Founded in 1921 by Walter E. Lenk, Belmont Gardens was once an eight-acre greenhouse complex. Mr. Lenk lived in the historic house at 170 Brighton St. adjacent to the business, with his wife Mabel and two sons, Walter and Richard. Mr. Lenk was issued one of the first patents on a flower when he created a hybrid gardenia that was both beautiful and strong – it was named the “Belmont Gardenia”. He encouraged their growth by using ultraviolet light. During the height of its popularity, approximately 8,000 gardenias were shipped each day during the growing season. It was the gardenia of choice at the White House for a time and enjoyed by many a common man as one of Mr. Lenk’s impetuses for creating the flower was to keep its price within reach. Mr. Lenk passed away in 1949. Walter and Richard discontinued the business in 1952 when Richard married and built a modern house where the greenhouses once stood. Richard lived there with his wife, Audrey and two children, Erica and Allison until his passing in 1994. In 2005, his widow gifted the remaining open space which had once been Belmont Gardens to the Belmont Land Trust. Her daughter Allison and husband Sebastian presently live in the house that Richard built. They highly value the history of the site and the need to protect crucial open space in Belmont.

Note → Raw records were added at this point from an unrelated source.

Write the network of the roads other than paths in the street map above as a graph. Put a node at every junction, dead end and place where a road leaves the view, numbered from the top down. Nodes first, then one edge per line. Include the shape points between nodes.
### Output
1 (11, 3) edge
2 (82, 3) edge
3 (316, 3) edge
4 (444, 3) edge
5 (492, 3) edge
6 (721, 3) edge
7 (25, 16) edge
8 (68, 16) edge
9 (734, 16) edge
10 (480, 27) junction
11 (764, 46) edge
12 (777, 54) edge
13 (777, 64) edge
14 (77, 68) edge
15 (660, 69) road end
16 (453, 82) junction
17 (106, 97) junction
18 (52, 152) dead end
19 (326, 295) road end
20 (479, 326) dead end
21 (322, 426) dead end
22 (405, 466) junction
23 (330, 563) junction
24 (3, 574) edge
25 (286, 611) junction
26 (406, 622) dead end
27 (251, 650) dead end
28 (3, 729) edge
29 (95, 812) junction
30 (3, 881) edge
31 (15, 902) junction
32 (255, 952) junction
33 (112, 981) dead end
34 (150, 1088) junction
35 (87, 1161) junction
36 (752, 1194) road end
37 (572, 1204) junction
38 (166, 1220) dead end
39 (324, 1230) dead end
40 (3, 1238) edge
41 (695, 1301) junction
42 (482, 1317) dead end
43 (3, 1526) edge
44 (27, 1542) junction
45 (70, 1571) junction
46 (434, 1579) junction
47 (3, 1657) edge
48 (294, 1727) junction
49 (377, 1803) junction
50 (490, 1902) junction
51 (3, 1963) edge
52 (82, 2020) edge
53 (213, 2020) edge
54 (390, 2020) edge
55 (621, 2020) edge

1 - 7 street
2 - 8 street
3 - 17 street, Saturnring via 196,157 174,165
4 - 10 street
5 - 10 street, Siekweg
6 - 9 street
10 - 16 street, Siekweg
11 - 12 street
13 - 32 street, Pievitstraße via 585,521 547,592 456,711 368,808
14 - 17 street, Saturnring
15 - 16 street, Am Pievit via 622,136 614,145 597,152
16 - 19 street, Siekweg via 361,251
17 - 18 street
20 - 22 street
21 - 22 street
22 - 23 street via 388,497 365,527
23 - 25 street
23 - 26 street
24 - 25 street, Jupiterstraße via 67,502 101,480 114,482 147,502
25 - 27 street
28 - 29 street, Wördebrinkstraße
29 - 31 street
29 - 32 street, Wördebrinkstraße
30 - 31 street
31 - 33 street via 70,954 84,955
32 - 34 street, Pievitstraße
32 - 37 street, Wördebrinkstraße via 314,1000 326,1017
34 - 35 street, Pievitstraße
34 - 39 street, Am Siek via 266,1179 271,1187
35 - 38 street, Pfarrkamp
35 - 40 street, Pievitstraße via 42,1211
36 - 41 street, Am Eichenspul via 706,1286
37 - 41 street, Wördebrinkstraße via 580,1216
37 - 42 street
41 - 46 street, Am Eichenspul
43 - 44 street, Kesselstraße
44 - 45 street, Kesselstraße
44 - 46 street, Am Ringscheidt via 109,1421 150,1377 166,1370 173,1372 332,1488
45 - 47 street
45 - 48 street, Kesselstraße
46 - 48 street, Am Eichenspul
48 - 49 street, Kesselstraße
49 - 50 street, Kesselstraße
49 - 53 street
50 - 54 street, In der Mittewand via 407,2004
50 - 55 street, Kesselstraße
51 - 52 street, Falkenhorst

Allison Lenk – February 20, 2023
The Belmont Gardens property is owned and managed by the Belmont Land Trust. It was a gift by the Lenk family to the The Belmont Land Trust in 2005. The wooded lot consists of approximately .4 acres of land along Hoitt Road in the Winn Brook neighborhood. The open land was once part of an eight acre greenhouse complex known as Belmont Gardens. Established in 1921 by the Lenk family, Belmont Gardens became nationally recognized for its Belmont Gardenia. The Belmont Gardenia was one of the first flowers to receive a patent by the US Patent Office, in 1934. During the Belmont Gardens growing season 8,000 gardenia were typically shipped per day. In 1950, a record shipment of 14,000 gardenia was made in one single day. The Lenk family operated Belmont Gardens over a 34 year period and by 1954 it represented one of the few remaining large agricultural businesses in Belmont.
Belmont Gardenia is almost old enough to be an heirloom variety being patented in 1934 by Walter E. Lenk on Belmont Estate, Massachussets. In his patent application, PP93, he states that “The variety is an extraordinarily heavy producer and can be propagated rapidly. ”
Today, the former Belmont Gardens has been fully developed into residences except for this last parcel at 17 Hoitt Road maintained by the Belmont Land Trust as a memorial to the Lenk family’s interest in open space preservation and a historical reminder of Belmont’s farming past. The removal of invasive plant species has been completed and continues to be managed. The installation of native plantings is being planned for the property to enhance its natural setting and habitat value.
The Lenk Family
As residents of Belmont for over a generation, the Lenk family was kind enough to provide their contribution to the Belmont Land Trust.
“This is a wise investment in the future.” says Ed Lenk, who is very happy that this land will remain protected for the future.
A sign honoring the history of Belmont Gardens was installed at the property in 2010 by the Belmont Land Trust.